突然そんなことを言われても困る。本当に人に見せられるほど綺麗にしていないし、涼平くんが泊まるということはきっと昨夜みたいなことになる。それはもう引き返せないことになってしまう。

「涼平くん、もうやめよう。こんな風に会うのは」

「…………」

目を見開いて驚く彼から目を逸らさないように必死に顔を上げる。

「昨日はごめんなさい。お互いもう元に戻ろう」

「俺が忘れさせるって言ったじゃないですか」

「そうなんだけど……」

「奏美さんの中には今も部長がいるのは知ってます。それでも俺はあなたのそばにいるって言いました」

「うん……でもやっぱりよくないよこんな関係は」

「こんな関係って?」

「中途半端で」

章吾さんの代わりにはできない。涼平くんの気持ちを利用したくない。

「別れたいってことですか?」

別れる? やっぱり私たちは付き合っているということになっていたの?

「そう、別れよう」

「無理です」

涼平くんは今にも泣きそうな顔で言う。

「今更なかったことにはできないです。昨日は俺の腕の中で乱れといて、そんな残酷なことはない」

握られた手がわずかに震えている。涼平くんを傷つけているのはわかっている。拒否しなかった私だって悪いのに、一方的に終わらせようとしている。

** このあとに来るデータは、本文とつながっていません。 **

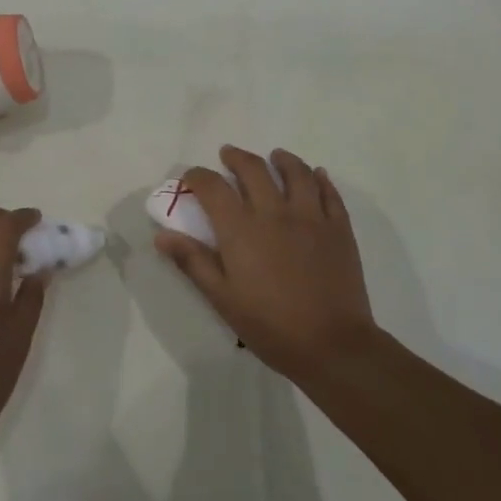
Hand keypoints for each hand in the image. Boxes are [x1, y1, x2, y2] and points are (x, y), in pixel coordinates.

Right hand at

「奏美さんが俺に気持ちがなくても、この声も体も共に過ごす時間も、全部俺のものにしたい」

「涼平くん……」

「部長と別れたばかりで気持ちの整理がついてないのは知ってます。だからこそ付け入ろうとしてます。俺はそれを隠しません」

涼平くんは私の手を掴んだまま顔まで持っていくと、手の甲にキスをする。